= Kimball lifecycle =

Methodology for developing data warehouses

The Kimball lifecycle is a methodology for developing data warehouses, and has been developed by Ralph Kimball and a variety of colleagues. The methodology "covers a sequence of high level tasks for the effective design, development and deployment" of a data warehouse or business intelligence system. It is considered a "bottom-up" approach to data warehousing as pioneered by Ralph Kimball, in contrast to the older "top-down" approach pioneered by Bill Inmon.

== Program or project planning phase ==
According to Ralph Kimball et al., the planning phase is the start of the lifecycle. It is a planning phase in which project is a single iteration of the lifecycle while program is the broader coordination of resources. When launching a project or program Kimball et al. suggests following three focus areas:
- Defining and scoping the project
- Plan the project
- Manage the project

== Program and project management ==
This is an ongoing discipline in the project. The purpose is to keep the project/program on course, develop a communication plan and manage expectations.

== Business requirements definition ==
This phase or milestone of the project is about making the project team understand the business requirements. Its purpose is to establish a foundation for all the following activities in the lifecycle. Kimball et al. makes it clear that it is important for the project team to talk with the business users, and team members should be prepared to focus on listening and to document the user interviews. An output of this step is the enterprise bus matrix.

== Technology track ==
The top track holds two milestones:

1. Technical architecture design is supposed to create a framework for the data warehouse or business intelligence system. The main focus in this phase is to create a plan for the application architecture, while considering business requirements, technical environment and the planned strategic technical directions.
2. Product selection and installation use the architecture plan to identify what components are needed to complete the data warehouse or business intelligence project. This phase then selects, installs and tests the products.

== Data track ==
Dimensional modeling is a process in which the business requirements are used to design dimensional models for the system.

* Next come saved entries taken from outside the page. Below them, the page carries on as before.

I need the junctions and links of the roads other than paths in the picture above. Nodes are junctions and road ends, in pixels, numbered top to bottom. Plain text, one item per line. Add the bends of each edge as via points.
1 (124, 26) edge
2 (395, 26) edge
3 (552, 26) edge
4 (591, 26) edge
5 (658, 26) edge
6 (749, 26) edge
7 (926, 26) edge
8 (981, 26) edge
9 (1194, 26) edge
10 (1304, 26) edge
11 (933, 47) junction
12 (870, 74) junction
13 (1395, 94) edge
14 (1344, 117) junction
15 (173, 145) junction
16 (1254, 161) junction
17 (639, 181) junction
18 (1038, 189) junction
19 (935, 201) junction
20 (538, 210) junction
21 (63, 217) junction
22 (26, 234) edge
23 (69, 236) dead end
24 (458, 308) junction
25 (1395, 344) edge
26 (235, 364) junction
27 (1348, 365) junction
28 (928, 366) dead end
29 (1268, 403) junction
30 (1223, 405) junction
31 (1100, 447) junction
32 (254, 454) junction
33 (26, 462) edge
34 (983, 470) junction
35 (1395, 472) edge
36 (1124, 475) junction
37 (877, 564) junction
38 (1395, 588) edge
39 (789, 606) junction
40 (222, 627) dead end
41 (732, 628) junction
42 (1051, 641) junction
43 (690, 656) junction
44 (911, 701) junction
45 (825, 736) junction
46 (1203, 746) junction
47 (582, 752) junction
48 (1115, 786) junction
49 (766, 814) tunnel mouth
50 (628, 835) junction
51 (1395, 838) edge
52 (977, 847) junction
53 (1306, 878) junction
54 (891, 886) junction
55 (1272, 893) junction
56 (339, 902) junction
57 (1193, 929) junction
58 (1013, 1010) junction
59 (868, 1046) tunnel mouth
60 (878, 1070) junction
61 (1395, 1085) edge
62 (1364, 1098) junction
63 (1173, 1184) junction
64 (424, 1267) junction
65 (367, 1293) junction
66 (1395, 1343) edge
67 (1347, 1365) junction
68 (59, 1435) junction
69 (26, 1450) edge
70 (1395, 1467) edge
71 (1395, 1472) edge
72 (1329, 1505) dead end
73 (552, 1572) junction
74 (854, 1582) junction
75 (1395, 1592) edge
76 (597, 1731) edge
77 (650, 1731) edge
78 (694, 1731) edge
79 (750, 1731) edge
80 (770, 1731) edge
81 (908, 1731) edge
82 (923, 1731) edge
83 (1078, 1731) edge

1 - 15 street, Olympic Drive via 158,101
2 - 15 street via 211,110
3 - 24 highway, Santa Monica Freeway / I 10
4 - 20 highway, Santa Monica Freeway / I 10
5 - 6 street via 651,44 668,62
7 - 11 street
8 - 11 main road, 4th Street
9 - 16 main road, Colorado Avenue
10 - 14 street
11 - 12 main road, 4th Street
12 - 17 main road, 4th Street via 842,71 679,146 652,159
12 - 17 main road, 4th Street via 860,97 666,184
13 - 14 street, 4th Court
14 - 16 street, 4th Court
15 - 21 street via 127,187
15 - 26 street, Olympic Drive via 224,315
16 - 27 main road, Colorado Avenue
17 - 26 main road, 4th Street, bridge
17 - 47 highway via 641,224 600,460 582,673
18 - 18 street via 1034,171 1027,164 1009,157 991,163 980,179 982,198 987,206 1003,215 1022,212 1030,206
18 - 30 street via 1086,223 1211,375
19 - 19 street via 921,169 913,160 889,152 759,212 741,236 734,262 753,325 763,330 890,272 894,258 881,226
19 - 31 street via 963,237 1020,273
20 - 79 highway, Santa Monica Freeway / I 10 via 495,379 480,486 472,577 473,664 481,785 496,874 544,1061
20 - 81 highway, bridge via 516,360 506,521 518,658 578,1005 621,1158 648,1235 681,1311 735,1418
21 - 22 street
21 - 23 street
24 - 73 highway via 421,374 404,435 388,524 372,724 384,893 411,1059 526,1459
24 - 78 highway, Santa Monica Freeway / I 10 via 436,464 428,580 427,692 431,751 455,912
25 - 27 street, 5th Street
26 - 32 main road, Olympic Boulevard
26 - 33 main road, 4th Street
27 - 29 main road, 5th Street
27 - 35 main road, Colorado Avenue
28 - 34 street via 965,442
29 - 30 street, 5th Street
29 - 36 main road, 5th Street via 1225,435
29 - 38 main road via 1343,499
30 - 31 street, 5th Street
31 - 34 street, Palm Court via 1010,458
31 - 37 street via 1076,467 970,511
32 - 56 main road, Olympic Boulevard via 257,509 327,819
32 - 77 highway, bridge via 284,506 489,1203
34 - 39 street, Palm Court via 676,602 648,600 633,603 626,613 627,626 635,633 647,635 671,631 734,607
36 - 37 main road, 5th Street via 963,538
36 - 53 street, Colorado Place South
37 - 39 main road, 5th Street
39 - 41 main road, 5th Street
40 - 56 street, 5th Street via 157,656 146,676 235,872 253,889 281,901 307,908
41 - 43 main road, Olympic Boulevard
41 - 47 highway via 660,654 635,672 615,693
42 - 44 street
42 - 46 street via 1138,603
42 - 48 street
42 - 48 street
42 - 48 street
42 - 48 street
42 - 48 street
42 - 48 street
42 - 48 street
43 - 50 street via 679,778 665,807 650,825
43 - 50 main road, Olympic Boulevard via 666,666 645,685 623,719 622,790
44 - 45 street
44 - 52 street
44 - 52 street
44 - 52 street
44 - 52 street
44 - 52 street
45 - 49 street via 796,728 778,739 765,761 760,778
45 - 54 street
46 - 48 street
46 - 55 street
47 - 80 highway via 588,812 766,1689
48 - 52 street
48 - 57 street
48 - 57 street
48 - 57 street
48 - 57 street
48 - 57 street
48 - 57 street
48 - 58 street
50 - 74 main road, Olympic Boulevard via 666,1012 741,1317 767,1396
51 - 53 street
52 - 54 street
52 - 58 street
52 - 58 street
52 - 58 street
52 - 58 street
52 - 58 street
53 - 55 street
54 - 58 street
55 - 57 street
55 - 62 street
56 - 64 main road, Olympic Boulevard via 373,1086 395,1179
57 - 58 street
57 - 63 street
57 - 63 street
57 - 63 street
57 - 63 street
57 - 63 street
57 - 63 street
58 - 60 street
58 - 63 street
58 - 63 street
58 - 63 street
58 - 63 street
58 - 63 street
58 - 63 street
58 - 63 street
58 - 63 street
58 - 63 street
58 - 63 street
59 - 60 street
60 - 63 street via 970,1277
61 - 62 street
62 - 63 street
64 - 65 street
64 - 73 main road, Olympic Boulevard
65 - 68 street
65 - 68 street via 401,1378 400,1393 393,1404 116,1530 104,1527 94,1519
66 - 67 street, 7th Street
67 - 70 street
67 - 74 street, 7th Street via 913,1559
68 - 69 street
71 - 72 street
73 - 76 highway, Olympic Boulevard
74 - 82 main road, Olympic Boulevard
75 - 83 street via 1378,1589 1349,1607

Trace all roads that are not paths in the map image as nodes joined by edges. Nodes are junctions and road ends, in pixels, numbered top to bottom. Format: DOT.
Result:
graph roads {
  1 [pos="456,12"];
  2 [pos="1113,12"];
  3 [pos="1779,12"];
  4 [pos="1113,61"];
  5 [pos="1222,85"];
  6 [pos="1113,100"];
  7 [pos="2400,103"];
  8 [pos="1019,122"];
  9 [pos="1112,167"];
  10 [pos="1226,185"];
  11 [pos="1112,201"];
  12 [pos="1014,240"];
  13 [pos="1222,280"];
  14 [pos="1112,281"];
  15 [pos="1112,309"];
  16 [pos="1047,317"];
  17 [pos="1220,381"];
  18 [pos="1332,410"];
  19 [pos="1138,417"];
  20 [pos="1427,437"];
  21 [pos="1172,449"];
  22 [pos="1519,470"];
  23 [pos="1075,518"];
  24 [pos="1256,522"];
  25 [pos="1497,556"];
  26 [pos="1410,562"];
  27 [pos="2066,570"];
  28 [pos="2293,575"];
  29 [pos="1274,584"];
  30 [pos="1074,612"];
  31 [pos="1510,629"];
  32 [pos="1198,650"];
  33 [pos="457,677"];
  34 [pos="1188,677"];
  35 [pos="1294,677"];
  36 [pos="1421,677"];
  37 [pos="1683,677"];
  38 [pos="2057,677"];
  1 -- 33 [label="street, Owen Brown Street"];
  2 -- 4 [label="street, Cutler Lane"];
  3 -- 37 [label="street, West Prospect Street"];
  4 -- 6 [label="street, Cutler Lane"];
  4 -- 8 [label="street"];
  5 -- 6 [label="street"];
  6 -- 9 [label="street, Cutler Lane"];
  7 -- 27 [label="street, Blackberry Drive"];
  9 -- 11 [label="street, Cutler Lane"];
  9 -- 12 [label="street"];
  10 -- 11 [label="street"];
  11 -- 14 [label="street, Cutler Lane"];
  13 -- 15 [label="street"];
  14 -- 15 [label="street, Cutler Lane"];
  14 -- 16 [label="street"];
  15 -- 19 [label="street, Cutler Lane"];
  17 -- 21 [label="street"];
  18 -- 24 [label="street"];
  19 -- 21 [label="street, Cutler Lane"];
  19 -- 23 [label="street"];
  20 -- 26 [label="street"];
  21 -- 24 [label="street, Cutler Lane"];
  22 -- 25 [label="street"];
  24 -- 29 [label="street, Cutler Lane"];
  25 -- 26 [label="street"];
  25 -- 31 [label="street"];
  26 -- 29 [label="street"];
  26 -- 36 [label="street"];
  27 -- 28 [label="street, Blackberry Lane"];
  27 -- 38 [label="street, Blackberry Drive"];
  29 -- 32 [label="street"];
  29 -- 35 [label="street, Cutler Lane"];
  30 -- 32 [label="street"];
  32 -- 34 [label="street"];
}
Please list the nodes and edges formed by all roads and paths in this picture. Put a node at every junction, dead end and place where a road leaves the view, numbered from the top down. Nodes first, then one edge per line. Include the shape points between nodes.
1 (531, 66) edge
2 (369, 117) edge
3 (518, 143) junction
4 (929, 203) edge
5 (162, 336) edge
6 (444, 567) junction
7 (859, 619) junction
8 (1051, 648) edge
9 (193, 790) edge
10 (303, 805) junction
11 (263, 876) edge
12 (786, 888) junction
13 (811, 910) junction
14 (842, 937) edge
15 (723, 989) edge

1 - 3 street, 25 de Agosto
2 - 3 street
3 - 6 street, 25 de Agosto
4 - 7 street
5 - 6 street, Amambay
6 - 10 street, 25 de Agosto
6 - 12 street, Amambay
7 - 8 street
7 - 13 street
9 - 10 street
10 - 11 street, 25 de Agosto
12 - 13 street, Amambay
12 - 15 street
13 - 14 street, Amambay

Physical design is the phase where the database is designed. It involves the database environment as well as security.

Extract, transform, load (ETL) design and development is the design of some of the heavy procedures in the data warehouse and business intelligence system. Kimball et al. suggests four parts to this process, which are further divided into 34 subsystems:
- Extracting data
- Cleaning and conforming data
- Delivering data for presentation
- Managing the ETL system

== Business intelligence application track ==

Business intelligence application design deals with designing and selecting some applications to support the business requirements. Business intelligence application development use the design to develop and validate applications to support the business requirements.

== Deployment ==

When the three tracks are complete they all end up in the final deployment. This phase requires planning and should include pre-deployment testing, documentation, training and maintenance and support.

== Maintenance ==

When the deployment has finished the system will need proper maintenance to stay alive. This includes data reconciliation, execution and monitoring and performance tuning.

== Growth ==

As the project can be seen as part of the larger iterative program, it is likely that the system will want to expand. There will be projects to add new data as well as reaching new segments of the business areas. The lifecycle then starts over again.